Gov. Pat Quinn is forcing legislators to come to Springfield this week to deal with the state's public pension problems.
Members of the Illinois House and Senate are scheduled to meet in a one-day special session Friday to address an issue from which many of them are hiding — the woeful financial status of the state's public pension systems.
Gov. Pat Quinn drew legislators' ire a few weeks ago when he called the special session, and it's not clear if legislators will do anything more than wring their hands before adjourning.
Dramatic action is what's needed, but that's about the last thing legislators are interested in during the run-up to the November election.
Delay, of course, will only make circumstances worse, and circumstances already are bad.
Consider the news that came out of Springfield last week.
The General Assembly's Commission on Government Forecasting and Accountability reported that the current economic picture is so bad that there will be only marginal growth in state revenues for the fiscal year that began July 1.
Legislators routinely count on increased revenues to help them meet the demands created by their profligate spending. But the commission is estimating that Illinois will collect just $83 million more in new revenue for the current year than the $33.79 billion it collected in the fiscal year that ended June 30.
A booming economy would produce new revenues that would allow legislators flexibility. Conversely, a lagging economy restricts their ability, essentially leaving them with the same amount of money to address growing needs.
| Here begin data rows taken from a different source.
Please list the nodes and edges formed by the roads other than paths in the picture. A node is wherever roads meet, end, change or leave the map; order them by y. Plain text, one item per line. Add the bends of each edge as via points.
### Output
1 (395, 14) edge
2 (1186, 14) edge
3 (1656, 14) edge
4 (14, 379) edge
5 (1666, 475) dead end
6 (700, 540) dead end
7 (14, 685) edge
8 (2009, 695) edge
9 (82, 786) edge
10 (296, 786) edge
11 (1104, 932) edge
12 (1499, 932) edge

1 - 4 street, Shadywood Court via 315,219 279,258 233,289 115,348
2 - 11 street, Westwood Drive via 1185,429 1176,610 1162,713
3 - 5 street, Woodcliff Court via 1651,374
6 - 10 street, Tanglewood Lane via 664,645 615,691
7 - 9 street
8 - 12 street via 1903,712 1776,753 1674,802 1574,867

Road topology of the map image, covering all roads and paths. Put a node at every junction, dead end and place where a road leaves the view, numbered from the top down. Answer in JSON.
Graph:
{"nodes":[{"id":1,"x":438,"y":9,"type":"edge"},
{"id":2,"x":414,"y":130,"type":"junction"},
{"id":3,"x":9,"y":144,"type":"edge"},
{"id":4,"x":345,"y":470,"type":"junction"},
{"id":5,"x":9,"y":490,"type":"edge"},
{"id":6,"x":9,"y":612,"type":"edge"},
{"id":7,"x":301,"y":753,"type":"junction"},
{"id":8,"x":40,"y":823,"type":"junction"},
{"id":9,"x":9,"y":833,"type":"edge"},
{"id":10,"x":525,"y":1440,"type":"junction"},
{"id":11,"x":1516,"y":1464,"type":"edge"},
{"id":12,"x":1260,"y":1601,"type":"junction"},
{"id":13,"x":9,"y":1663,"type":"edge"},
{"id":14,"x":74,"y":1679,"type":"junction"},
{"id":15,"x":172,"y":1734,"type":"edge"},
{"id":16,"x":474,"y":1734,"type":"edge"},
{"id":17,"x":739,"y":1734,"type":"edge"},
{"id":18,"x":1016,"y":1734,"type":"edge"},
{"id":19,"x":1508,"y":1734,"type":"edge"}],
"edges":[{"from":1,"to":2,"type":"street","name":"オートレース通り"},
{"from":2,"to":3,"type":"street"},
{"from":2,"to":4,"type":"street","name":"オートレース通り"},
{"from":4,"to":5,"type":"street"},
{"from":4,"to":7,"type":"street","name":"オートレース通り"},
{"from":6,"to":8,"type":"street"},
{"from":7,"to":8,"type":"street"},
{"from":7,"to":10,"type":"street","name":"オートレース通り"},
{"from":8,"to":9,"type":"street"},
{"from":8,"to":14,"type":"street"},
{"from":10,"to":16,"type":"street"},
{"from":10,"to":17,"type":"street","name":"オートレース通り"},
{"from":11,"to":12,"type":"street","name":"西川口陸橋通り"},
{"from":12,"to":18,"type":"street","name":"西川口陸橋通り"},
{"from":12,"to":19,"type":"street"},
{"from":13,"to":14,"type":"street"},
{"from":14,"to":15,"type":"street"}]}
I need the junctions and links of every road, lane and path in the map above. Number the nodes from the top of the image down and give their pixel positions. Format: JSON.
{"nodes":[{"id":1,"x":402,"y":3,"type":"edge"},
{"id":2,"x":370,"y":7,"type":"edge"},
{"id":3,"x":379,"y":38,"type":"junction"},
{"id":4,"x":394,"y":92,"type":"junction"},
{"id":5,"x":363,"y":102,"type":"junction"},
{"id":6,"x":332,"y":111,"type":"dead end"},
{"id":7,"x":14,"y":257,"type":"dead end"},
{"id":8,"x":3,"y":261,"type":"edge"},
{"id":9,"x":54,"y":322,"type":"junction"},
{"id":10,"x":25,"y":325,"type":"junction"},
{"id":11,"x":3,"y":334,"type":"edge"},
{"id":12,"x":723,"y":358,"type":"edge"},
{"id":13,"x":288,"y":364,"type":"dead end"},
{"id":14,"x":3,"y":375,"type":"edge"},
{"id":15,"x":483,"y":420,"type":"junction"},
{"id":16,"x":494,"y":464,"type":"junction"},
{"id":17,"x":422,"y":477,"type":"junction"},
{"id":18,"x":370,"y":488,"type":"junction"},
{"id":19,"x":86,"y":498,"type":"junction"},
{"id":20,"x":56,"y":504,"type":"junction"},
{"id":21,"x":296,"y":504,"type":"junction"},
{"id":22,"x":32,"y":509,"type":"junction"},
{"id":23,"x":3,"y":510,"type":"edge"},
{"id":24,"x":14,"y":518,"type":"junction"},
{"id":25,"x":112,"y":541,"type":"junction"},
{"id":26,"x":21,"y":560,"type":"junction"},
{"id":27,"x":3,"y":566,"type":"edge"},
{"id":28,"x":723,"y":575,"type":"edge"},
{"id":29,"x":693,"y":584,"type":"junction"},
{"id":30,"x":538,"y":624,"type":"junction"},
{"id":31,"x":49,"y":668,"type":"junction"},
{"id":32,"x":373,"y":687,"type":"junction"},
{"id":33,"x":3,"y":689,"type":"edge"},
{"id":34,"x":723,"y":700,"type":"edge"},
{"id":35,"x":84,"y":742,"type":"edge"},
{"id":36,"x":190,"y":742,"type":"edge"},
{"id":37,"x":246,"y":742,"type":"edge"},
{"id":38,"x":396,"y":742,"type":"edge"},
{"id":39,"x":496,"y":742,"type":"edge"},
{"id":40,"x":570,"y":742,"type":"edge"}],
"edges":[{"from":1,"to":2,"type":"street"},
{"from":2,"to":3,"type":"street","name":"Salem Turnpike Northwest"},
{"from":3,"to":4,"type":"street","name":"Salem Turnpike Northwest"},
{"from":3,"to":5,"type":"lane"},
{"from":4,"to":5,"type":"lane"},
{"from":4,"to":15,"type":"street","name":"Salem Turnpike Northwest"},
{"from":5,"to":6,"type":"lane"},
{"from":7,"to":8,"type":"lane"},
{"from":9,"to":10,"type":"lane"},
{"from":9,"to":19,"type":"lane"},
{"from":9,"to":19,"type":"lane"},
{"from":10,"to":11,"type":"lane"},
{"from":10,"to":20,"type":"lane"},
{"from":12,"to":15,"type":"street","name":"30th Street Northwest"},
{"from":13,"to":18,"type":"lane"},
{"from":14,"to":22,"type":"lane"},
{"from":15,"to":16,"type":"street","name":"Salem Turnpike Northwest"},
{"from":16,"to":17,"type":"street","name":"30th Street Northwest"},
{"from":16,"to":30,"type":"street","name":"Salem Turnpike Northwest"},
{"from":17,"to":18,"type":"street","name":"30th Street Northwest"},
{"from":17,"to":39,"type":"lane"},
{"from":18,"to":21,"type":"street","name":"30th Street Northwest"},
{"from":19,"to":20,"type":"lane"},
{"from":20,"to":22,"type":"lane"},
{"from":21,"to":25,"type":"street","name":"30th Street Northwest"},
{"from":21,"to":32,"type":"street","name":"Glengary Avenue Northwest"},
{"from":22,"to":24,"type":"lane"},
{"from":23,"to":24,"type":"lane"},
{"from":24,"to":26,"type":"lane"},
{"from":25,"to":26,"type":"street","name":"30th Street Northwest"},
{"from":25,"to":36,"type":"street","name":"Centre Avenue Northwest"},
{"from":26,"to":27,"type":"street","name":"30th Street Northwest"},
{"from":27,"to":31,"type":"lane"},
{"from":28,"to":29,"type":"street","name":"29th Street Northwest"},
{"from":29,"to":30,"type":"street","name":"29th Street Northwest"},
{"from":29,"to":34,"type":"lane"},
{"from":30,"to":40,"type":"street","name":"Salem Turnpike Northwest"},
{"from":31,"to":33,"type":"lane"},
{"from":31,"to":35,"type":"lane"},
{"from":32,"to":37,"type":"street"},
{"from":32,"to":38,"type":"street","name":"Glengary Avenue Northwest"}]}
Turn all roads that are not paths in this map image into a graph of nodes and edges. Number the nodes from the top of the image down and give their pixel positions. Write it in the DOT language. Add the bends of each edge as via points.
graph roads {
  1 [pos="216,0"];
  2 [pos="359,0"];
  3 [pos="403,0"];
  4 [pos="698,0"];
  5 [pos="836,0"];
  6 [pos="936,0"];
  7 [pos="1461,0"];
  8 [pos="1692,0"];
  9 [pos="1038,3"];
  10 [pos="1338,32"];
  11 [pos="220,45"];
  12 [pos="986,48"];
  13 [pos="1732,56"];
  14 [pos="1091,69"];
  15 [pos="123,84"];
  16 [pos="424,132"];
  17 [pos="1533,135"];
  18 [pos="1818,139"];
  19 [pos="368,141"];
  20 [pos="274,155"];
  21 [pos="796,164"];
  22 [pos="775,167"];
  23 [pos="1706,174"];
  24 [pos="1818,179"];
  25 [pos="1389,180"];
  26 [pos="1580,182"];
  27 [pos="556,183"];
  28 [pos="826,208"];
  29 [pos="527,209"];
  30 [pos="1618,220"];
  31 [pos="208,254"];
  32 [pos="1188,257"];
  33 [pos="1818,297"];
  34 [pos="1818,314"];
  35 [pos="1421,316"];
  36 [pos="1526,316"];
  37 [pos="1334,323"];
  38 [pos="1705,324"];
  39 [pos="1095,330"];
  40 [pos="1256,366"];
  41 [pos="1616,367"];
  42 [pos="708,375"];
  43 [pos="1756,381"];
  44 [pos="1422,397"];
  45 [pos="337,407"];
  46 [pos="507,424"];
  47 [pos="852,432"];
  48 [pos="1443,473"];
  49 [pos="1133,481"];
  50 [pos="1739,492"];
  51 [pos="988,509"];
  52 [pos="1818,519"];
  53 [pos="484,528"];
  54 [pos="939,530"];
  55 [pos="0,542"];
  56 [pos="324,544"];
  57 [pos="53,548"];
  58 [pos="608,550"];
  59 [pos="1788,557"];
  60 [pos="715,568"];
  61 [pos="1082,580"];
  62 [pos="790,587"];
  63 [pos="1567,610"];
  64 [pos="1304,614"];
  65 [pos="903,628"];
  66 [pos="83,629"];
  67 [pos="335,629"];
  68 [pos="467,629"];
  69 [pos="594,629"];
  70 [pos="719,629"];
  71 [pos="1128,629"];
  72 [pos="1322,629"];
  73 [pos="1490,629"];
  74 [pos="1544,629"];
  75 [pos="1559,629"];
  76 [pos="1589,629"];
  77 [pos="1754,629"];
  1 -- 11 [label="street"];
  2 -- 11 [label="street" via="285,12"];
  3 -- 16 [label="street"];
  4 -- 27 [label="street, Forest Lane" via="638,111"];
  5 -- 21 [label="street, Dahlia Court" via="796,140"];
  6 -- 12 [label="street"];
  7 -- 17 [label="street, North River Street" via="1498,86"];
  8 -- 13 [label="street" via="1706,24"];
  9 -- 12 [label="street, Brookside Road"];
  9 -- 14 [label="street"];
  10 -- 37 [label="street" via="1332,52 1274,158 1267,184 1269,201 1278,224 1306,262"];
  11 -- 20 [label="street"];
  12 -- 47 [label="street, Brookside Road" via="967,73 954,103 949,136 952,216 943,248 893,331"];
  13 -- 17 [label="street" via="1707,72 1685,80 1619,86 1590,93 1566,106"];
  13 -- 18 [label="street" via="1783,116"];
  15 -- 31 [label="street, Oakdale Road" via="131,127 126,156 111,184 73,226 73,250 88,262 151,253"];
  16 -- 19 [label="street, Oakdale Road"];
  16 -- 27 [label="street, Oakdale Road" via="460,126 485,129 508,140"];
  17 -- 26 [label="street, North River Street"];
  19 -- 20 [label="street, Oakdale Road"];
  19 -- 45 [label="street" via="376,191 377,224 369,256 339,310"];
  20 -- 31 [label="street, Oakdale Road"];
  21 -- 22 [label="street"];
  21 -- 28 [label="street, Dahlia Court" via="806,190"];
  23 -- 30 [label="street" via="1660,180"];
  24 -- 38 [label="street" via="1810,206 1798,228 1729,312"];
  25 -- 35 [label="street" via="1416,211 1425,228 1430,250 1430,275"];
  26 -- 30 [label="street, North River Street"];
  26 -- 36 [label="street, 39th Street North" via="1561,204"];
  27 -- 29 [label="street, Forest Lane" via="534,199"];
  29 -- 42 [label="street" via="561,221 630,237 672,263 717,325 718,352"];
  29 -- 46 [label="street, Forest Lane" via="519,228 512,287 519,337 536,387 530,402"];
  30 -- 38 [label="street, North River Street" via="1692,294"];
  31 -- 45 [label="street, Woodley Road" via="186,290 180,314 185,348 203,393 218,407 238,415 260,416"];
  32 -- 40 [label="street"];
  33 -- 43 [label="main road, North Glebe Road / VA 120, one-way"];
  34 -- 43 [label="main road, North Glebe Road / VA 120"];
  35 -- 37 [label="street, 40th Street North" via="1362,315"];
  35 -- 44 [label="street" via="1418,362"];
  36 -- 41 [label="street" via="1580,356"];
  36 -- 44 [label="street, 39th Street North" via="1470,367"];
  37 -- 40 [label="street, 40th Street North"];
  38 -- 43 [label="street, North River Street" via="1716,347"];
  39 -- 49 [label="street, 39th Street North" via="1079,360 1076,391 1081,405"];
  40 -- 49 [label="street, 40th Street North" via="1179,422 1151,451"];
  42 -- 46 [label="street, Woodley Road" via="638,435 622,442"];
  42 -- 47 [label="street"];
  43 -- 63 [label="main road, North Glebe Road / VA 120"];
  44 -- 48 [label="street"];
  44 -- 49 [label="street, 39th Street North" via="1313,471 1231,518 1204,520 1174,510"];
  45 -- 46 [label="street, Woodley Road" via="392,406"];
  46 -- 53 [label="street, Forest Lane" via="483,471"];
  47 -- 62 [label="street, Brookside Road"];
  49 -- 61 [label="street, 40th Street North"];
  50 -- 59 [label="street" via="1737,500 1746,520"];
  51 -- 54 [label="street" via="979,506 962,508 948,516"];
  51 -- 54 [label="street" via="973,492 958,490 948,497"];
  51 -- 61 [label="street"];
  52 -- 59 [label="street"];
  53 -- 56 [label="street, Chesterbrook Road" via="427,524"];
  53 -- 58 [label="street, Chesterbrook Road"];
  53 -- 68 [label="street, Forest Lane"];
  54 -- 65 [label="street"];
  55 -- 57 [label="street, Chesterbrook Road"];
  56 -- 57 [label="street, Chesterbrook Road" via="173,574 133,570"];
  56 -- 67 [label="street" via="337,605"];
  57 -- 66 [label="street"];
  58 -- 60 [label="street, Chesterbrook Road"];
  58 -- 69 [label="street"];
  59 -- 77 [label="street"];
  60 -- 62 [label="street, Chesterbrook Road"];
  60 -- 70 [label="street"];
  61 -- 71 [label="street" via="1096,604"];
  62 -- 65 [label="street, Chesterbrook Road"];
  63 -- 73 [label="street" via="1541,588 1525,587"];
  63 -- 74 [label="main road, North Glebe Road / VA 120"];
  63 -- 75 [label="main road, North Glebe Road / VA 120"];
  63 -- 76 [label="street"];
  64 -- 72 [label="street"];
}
On top of that news, Gov. Quinn this week pointed out — again — that the need to provide more money to properly fund state pensions means less money for other vital programs. Indeed, under current circumstances, it won't be long before spending on public pensions and Medicaid consumes the lion's share of the state budget.
That's simply not acceptable. But this year, Illinois is spending more on its pensions ($6.75 billion) than it is on elementary and high school education ($6.2 billion).
Regarding the pension fiasco, there is no doubt where the blame lies. Previous governors and legislators opted not to make the contributions necessary to properly fund the pension systems, choosing instead to spend the money elsewhere.
That's why so many pensioners are angry. They didn't create the problem, they say, so why are they being asked to address it through reductions in benefits?
The pensioners are absolutely right. The problem is that it cannot be fixed without legislation revising eligibility and benefits for pension system members.
So it's a matter of when, not if, the Legislature acts.
House Speaker Michael Madigan, the powerful Chicago Democrat, wants to wait until after the November election. He also wants, among other things, the state to transfer its current responsibility for funding teacher pensions to local school districts. Republican leaders share Madigan's position on a number of reforms but say they are dead set against transferring teacher pension funds to local schools.
Meanwhile, the Senate passed a pension reform bill that affects current state employees and legislators while leaving pension systems affecting teachers and state university employees unaddressed. The bill is good as far as it goes, but it doesn't go nearly far enough.
Madigan has announced he'll allow a House vote on the Senate bill, and it's easy to envision legislators passing it and declaring their work done.
There is no minimizing the seriousness of the state's pension problems, just as there is no denying that it's steadily getting worse. Gov. Quinn has estimated that the unfunded liability will exceed $90 billion by next summer.
One reason the unfunded liability is as much as it is now is because legislators, in fear of offending key voter groups, haven't had the stomach to face up to the problem. Judging by their comments as the special session approaches, their attitudes haven't changed much.
Next Friday ought to be D-Day, but don't hold your breath.